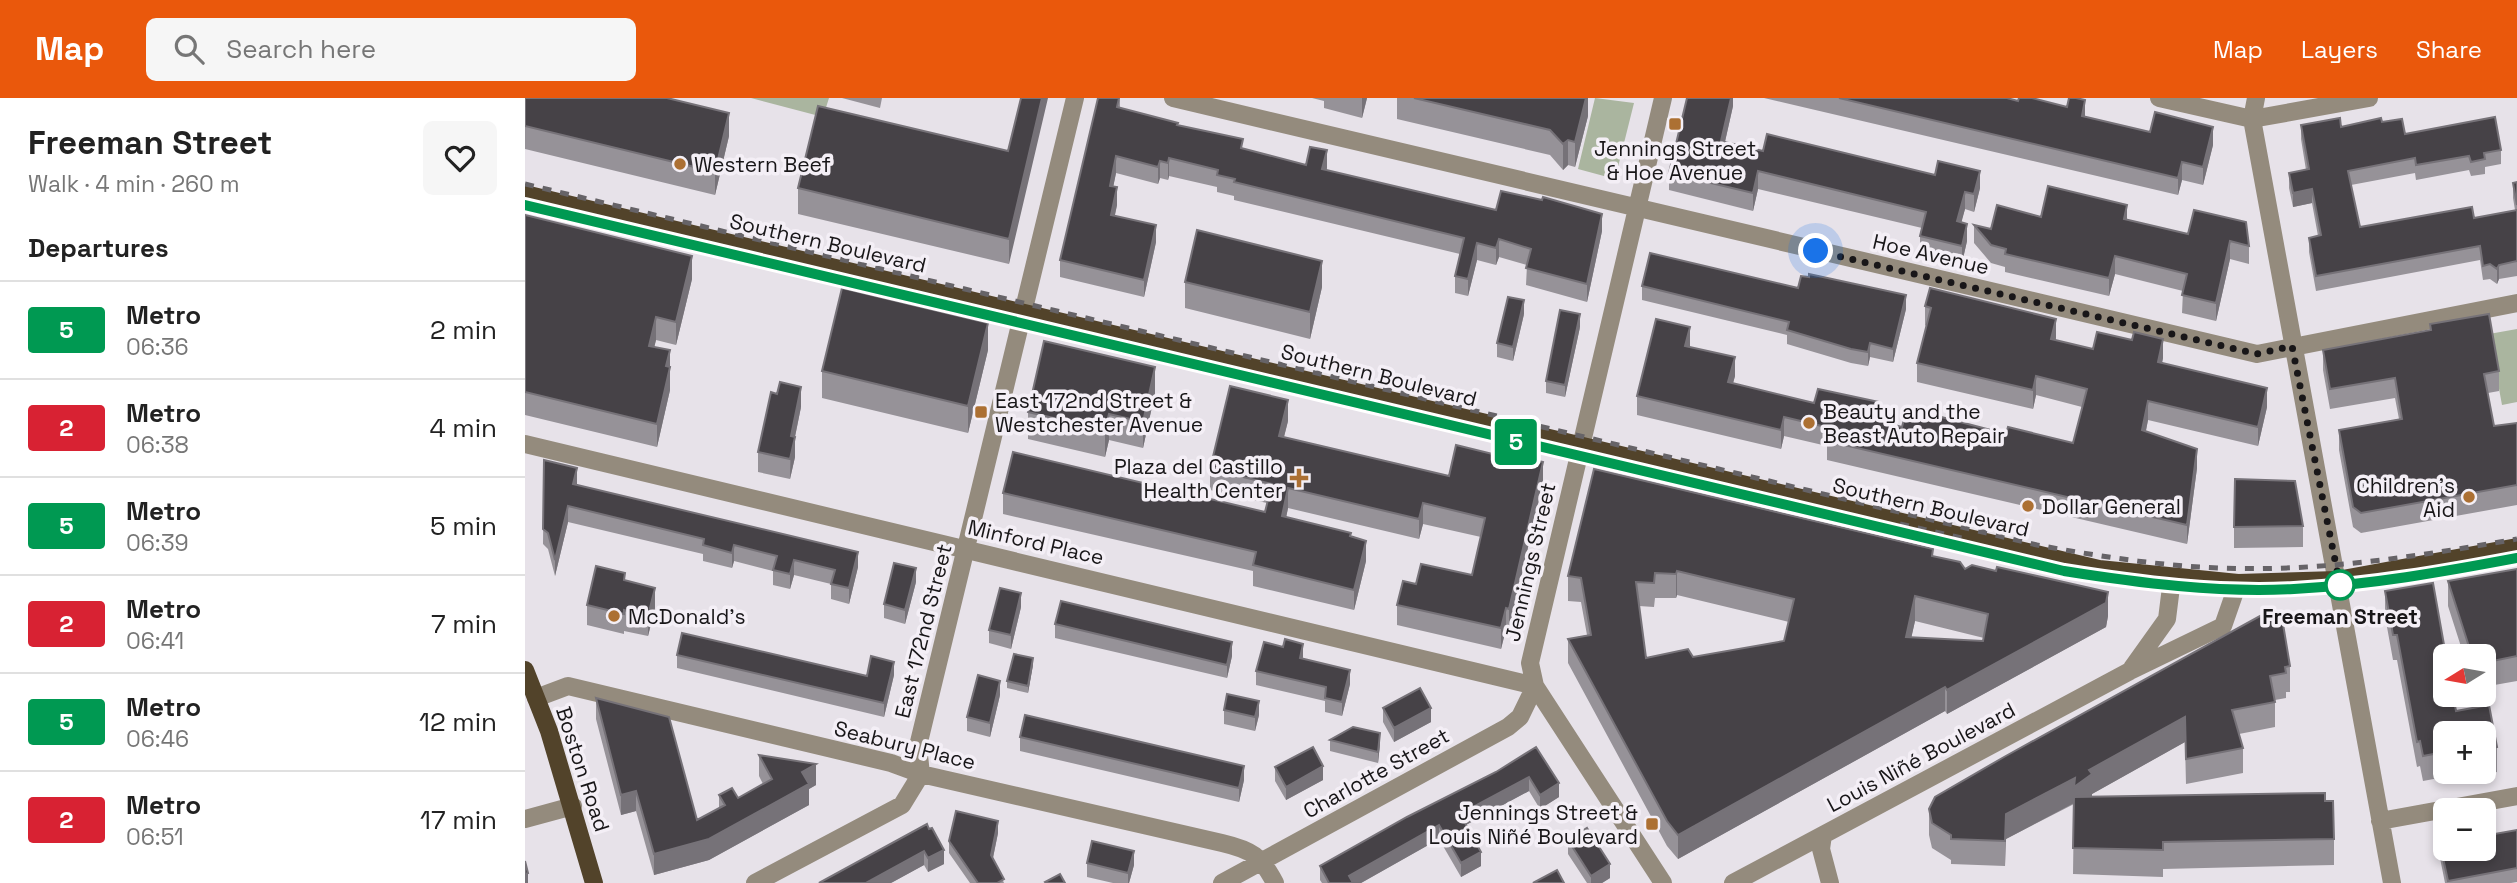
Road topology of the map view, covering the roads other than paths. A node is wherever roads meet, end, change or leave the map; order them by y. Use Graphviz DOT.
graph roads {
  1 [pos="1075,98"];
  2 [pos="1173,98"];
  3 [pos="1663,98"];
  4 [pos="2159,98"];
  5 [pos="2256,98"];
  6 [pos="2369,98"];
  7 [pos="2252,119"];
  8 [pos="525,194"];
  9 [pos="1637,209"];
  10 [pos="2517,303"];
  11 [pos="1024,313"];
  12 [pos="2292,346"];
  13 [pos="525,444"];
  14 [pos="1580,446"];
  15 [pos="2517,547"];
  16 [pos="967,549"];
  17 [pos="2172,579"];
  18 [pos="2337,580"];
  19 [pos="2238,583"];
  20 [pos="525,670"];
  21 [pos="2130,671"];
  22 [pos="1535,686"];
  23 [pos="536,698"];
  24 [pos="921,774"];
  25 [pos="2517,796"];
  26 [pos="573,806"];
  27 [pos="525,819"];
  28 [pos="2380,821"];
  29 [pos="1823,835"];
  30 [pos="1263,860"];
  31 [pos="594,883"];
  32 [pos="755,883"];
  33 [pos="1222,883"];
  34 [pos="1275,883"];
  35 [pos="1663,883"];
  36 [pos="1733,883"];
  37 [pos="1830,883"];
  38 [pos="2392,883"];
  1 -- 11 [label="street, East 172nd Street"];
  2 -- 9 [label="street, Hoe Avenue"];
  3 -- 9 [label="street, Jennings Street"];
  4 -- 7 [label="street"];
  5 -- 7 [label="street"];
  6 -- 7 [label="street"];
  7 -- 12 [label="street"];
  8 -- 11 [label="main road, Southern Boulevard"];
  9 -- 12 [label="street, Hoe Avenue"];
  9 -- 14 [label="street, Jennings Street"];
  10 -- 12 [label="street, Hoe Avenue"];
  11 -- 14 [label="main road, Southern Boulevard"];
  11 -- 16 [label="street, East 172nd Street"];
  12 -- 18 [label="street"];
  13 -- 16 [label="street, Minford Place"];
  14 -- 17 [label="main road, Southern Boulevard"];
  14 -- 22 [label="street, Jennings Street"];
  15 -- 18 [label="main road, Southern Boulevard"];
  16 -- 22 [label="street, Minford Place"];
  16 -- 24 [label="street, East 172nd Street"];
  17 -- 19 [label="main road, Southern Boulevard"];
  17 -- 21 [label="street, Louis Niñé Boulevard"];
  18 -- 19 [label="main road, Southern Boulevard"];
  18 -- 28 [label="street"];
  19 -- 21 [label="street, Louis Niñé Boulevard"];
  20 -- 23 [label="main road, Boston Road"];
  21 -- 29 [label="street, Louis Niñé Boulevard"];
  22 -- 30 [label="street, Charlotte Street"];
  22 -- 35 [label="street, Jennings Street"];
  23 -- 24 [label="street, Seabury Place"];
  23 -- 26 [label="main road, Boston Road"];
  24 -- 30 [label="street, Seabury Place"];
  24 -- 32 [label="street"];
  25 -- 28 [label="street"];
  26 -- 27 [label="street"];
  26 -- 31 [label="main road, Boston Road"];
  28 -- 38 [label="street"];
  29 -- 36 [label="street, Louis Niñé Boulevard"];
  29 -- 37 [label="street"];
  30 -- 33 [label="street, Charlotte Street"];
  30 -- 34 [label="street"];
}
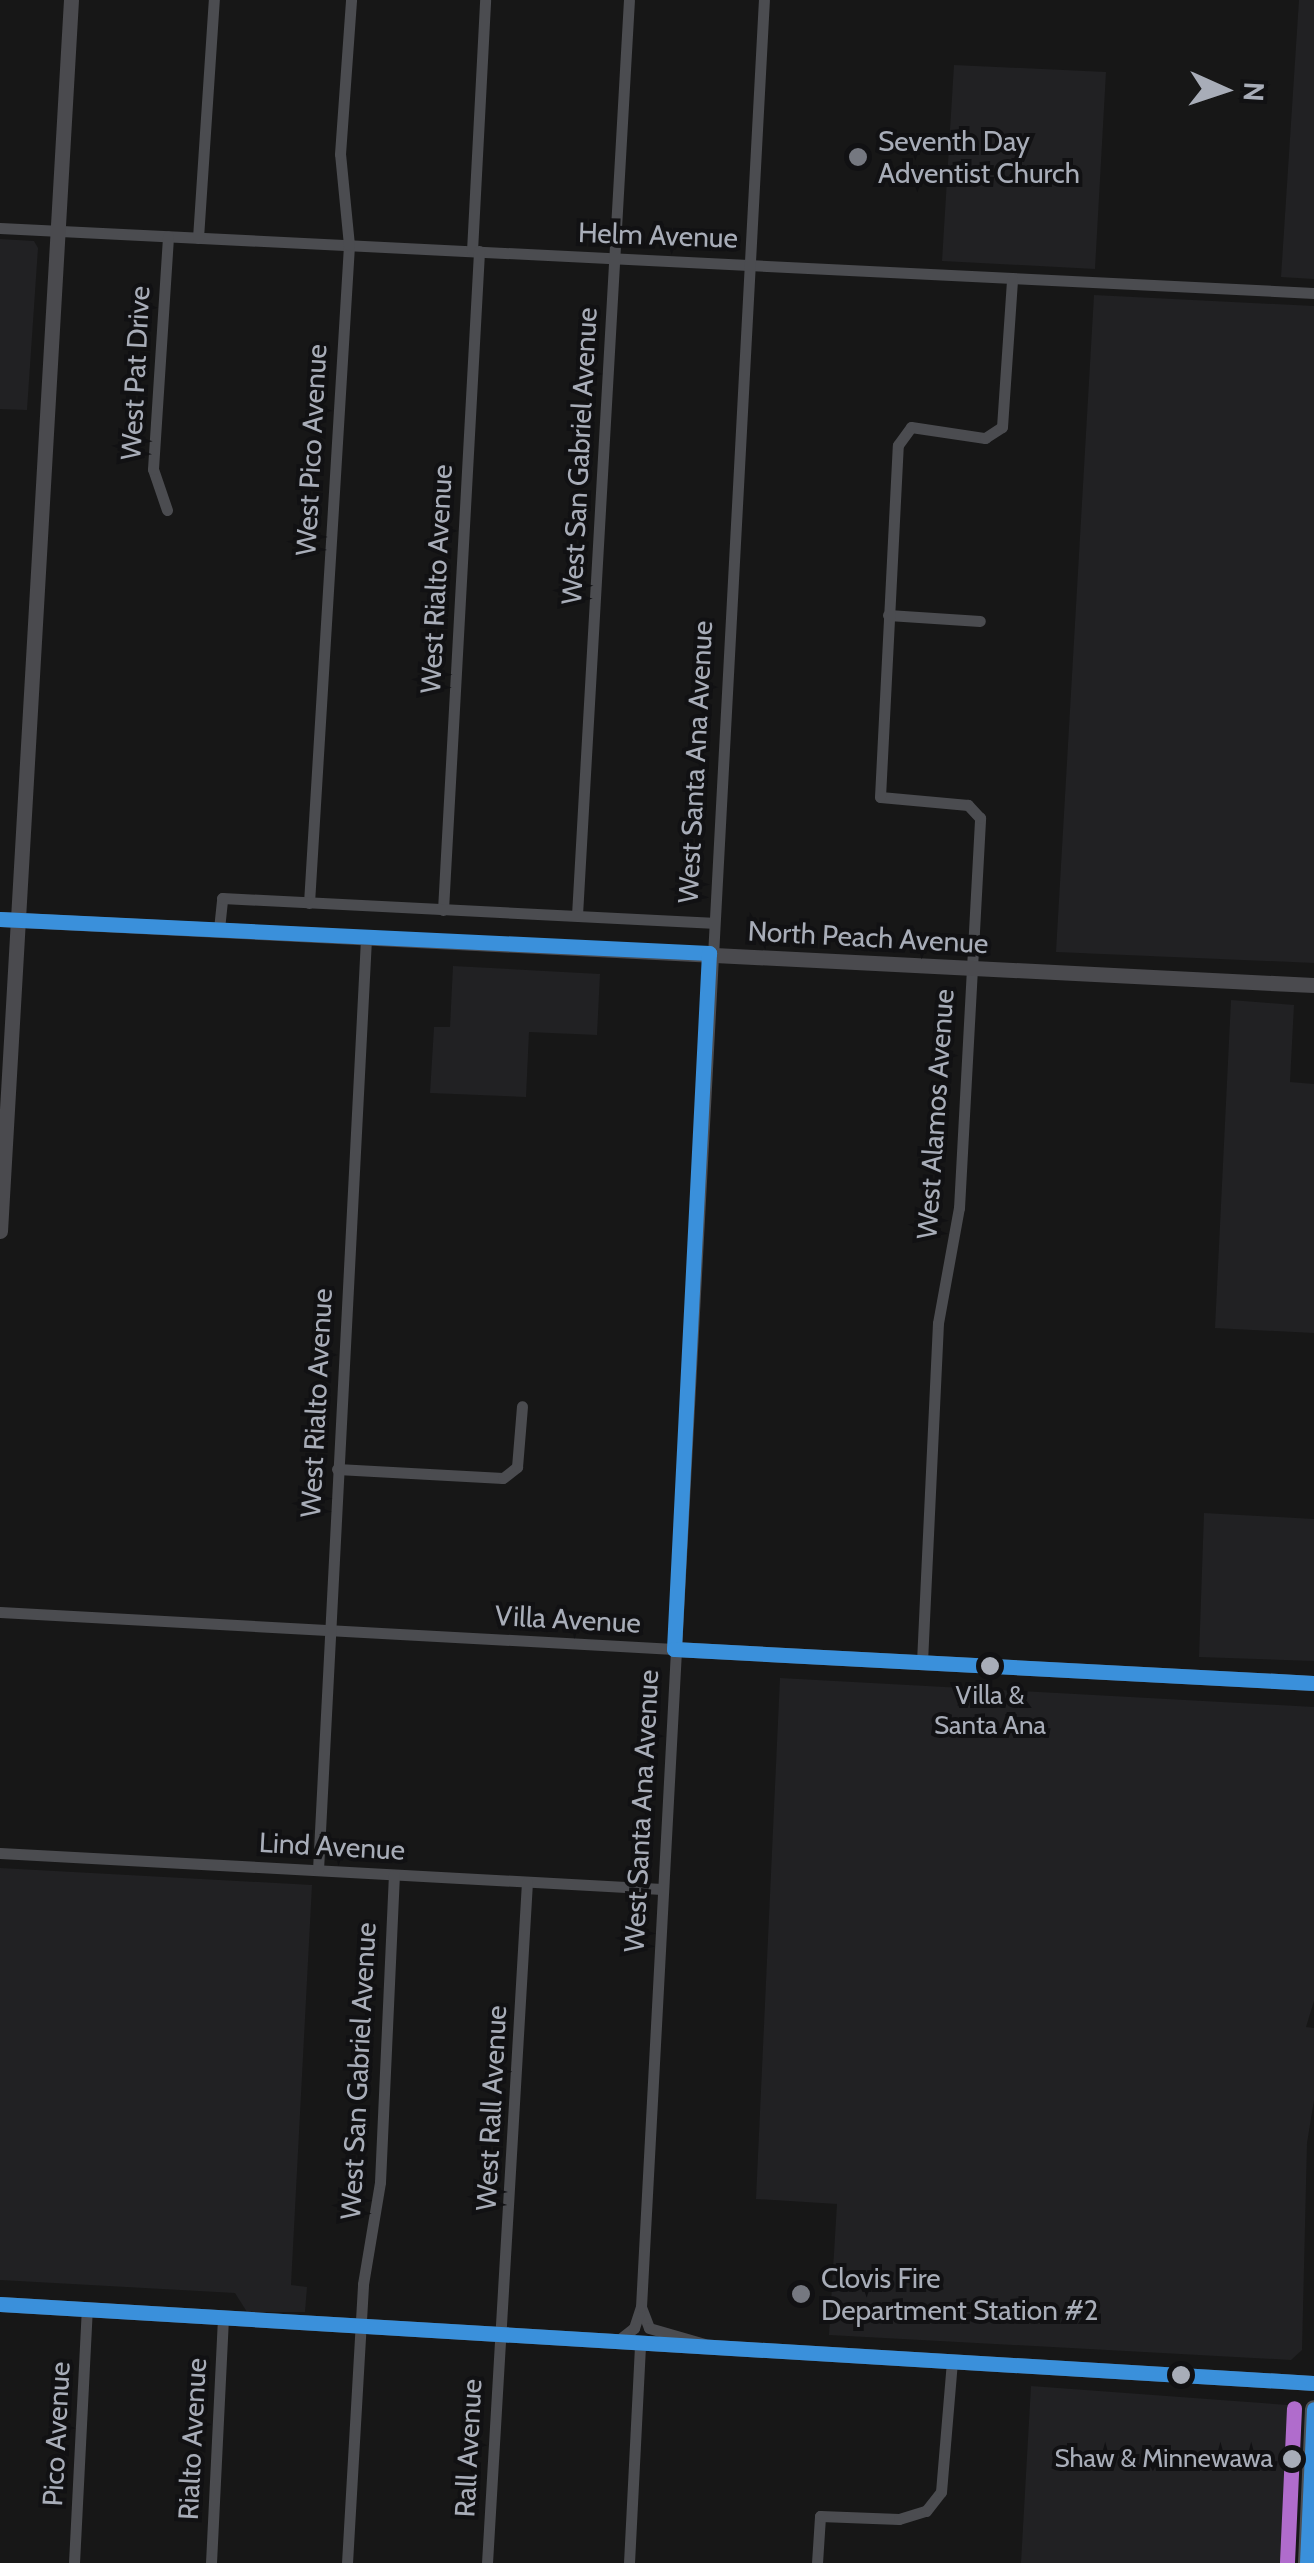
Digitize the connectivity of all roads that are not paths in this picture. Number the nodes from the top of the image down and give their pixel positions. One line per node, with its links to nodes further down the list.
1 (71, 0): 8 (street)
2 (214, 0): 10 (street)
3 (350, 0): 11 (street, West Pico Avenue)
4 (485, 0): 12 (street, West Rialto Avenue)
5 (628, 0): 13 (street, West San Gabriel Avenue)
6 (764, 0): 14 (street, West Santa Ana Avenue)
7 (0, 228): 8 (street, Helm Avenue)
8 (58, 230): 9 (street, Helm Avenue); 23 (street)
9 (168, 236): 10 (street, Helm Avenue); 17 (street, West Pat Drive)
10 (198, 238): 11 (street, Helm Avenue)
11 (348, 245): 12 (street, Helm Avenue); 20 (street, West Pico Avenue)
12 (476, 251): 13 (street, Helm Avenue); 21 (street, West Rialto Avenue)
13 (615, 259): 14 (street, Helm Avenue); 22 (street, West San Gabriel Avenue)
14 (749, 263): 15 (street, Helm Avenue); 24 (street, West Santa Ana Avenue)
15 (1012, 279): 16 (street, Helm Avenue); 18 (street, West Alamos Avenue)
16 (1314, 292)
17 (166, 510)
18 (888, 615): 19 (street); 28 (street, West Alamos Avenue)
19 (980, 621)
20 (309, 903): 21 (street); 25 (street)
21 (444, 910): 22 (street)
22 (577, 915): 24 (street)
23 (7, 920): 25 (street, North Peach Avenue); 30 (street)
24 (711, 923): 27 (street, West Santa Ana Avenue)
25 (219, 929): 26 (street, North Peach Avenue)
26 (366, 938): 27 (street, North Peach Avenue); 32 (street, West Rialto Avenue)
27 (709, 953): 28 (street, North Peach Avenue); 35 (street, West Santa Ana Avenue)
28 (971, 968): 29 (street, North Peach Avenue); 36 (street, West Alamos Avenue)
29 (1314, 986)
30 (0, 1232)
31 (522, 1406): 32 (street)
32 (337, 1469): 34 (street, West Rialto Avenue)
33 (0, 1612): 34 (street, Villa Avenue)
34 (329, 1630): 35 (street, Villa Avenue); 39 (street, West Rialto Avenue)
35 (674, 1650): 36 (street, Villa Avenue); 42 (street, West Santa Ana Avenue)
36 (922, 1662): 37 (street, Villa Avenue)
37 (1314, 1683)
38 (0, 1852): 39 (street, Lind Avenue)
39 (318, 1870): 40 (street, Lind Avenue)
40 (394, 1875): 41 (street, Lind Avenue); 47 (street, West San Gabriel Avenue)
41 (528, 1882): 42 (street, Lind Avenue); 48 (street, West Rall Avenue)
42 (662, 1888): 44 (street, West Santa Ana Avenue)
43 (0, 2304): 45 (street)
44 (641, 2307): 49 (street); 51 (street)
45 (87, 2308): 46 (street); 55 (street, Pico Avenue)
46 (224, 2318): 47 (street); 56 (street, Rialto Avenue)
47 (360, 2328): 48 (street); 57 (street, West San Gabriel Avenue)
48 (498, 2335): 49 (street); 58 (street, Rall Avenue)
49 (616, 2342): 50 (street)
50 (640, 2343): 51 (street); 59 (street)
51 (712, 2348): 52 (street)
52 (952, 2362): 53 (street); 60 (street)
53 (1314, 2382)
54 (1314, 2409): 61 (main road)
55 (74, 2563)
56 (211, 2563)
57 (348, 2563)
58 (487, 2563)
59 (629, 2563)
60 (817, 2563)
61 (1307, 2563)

_ _ _

● TASK GOAL: Leaving the pictures out, write out all the material above exactly.

● REPLY TO THE TASK:
Road topology of the map view, covering the roads other than paths. A node is wherever roads meet, end, change or leave the map; order them by y. Use Graphviz DOT.
graph roads {
  1 [pos="1075,98"];
  2 [pos="1173,98"];
  3 [pos="1663,98"];
  4 [pos="2159,98"];
  5 [pos="2256,98"];
  6 [pos="2369,98"];
  7 [pos="2252,119"];
  8 [pos="525,194"];
  9 [pos="1637,209"];
  10 [pos="2517,303"];
  11 [pos="1024,313"];
  12 [pos="2292,346"];
  13 [pos="525,444"];
  14 [pos="1580,446"];
  15 [pos="2517,547"];
  16 [pos="967,549"];
  17 [pos="2172,579"];
  18 [pos="2337,580"];
  19 [pos="2238,583"];
  20 [pos="525,670"];
  21 [pos="2130,671"];
  22 [pos="1535,686"];
  23 [pos="536,698"];
  24 [pos="921,774"];
  25 [pos="2517,796"];
  26 [pos="573,806"];
  27 [pos="525,819"];
  28 [pos="2380,821"];
  29 [pos="1823,835"];
  30 [pos="1263,860"];
  31 [pos="594,883"];
  32 [pos="755,883"];
  33 [pos="1222,883"];
  34 [pos="1275,883"];
  35 [pos="1663,883"];
  36 [pos="1733,883"];
  37 [pos="1830,883"];
  38 [pos="2392,883"];
  1 -- 11 [label="street, East 172nd Street"];
  2 -- 9 [label="street, Hoe Avenue"];
  3 -- 9 [label="street, Jennings Street"];
  4 -- 7 [label="street"];
  5 -- 7 [label="street"];
  6 -- 7 [label="street"];
  7 -- 12 [label="street"];
  8 -- 11 [label="main road, Southern Boulevard"];
  9 -- 12 [label="street, Hoe Avenue"];
  9 -- 14 [label="street, Jennings Street"];
  10 -- 12 [label="street, Hoe Avenue"];
  11 -- 14 [label="main road, Southern Boulevard"];
  11 -- 16 [label="street, East 172nd Street"];
  12 -- 18 [label="street"];
  13 -- 16 [label="street, Minford Place"];
  14 -- 17 [label="main road, Southern Boulevard"];
  14 -- 22 [label="street, Jennings Street"];
  15 -- 18 [label="main road, Southern Boulevard"];
  16 -- 22 [label="street, Minford Place"];
  16 -- 24 [label="street, East 172nd Street"];
  17 -- 19 [label="main road, Southern Boulevard"];
  17 -- 21 [label="street, Louis Niñé Boulevard"];
  18 -- 19 [label="main road, Southern Boulevard"];
  18 -- 28 [label="street"];
  19 -- 21 [label="street, Louis Niñé Boulevard"];
  20 -- 23 [label="main road, Boston Road"];
  21 -- 29 [label="street, Louis Niñé Boulevard"];
  22 -- 30 [label="street, Charlotte Street"];
  22 -- 35 [label="street, Jennings Street"];
  23 -- 24 [label="street, Seabury Place"];
  23 -- 26 [label="main road, Boston Road"];
  24 -- 30 [label="street, Seabury Place"];
  24 -- 32 [label="street"];
  25 -- 28 [label="street"];
  26 -- 27 [label="street"];
  26 -- 31 [label="main road, Boston Road"];
  28 -- 38 [label="street"];
  29 -- 36 [label="street, Louis Niñé Boulevard"];
  29 -- 37 [label="street"];
  30 -- 33 [label="street, Charlotte Street"];
  30 -- 34 [label="street"];
}
Digitize the connectivity of all roads that are not paths in this picture. Number the nodes from the top of the image down and give their pixel positions. One line per node, with its links to nodes further down the list.
1 (71, 0): 8 (street)
2 (214, 0): 10 (street)
3 (350, 0): 11 (street, West Pico Avenue)
4 (485, 0): 12 (street, West Rialto Avenue)
5 (628, 0): 13 (street, West San Gabriel Avenue)
6 (764, 0): 14 (street, West Santa Ana Avenue)
7 (0, 228): 8 (street, Helm Avenue)
8 (58, 230): 9 (street, Helm Avenue); 23 (street)
9 (168, 236): 10 (street, Helm Avenue); 17 (street, West Pat Drive)
10 (198, 238): 11 (street, Helm Avenue)
11 (348, 245): 12 (street, Helm Avenue); 20 (street, West Pico Avenue)
12 (476, 251): 13 (street, Helm Avenue); 21 (street, West Rialto Avenue)
13 (615, 259): 14 (street, Helm Avenue); 22 (street, West San Gabriel Avenue)
14 (749, 263): 15 (street, Helm Avenue); 24 (street, West Santa Ana Avenue)
15 (1012, 279): 16 (street, Helm Avenue); 18 (street, West Alamos Avenue)
16 (1314, 292)
17 (166, 510)
18 (888, 615): 19 (street); 28 (street, West Alamos Avenue)
19 (980, 621)
20 (309, 903): 21 (street); 25 (street)
21 (444, 910): 22 (street)
22 (577, 915): 24 (street)
23 (7, 920): 25 (street, North Peach Avenue); 30 (street)
24 (711, 923): 27 (street, West Santa Ana Avenue)
25 (219, 929): 26 (street, North Peach Avenue)
26 (366, 938): 27 (street, North Peach Avenue); 32 (street, West Rialto Avenue)
27 (709, 953): 28 (street, North Peach Avenue); 35 (street, West Santa Ana Avenue)
28 (971, 968): 29 (street, North Peach Avenue); 36 (street, West Alamos Avenue)
29 (1314, 986)
30 (0, 1232)
31 (522, 1406): 32 (street)
32 (337, 1469): 34 (street, West Rialto Avenue)
33 (0, 1612): 34 (street, Villa Avenue)
34 (329, 1630): 35 (street, Villa Avenue); 39 (street, West Rialto Avenue)
35 (674, 1650): 36 (street, Villa Avenue); 42 (street, West Santa Ana Avenue)
36 (922, 1662): 37 (street, Villa Avenue)
37 (1314, 1683)
38 (0, 1852): 39 (street, Lind Avenue)
39 (318, 1870): 40 (street, Lind Avenue)
40 (394, 1875): 41 (street, Lind Avenue); 47 (street, West San Gabriel Avenue)
41 (528, 1882): 42 (street, Lind Avenue); 48 (street, West Rall Avenue)
42 (662, 1888): 44 (street, West Santa Ana Avenue)
43 (0, 2304): 45 (street)
44 (641, 2307): 49 (street); 51 (street)
45 (87, 2308): 46 (street); 55 (street, Pico Avenue)
46 (224, 2318): 47 (street); 56 (street, Rialto Avenue)
47 (360, 2328): 48 (street); 57 (street, West San Gabriel Avenue)
48 (498, 2335): 49 (street); 58 (street, Rall Avenue)
49 (616, 2342): 50 (street)
50 (640, 2343): 51 (street); 59 (street)
51 (712, 2348): 52 (street)
52 (952, 2362): 53 (street); 60 (street)
53 (1314, 2382)
54 (1314, 2409): 61 (main road)
55 (74, 2563)
56 (211, 2563)
57 (348, 2563)
58 (487, 2563)
59 (629, 2563)
60 (817, 2563)
61 (1307, 2563)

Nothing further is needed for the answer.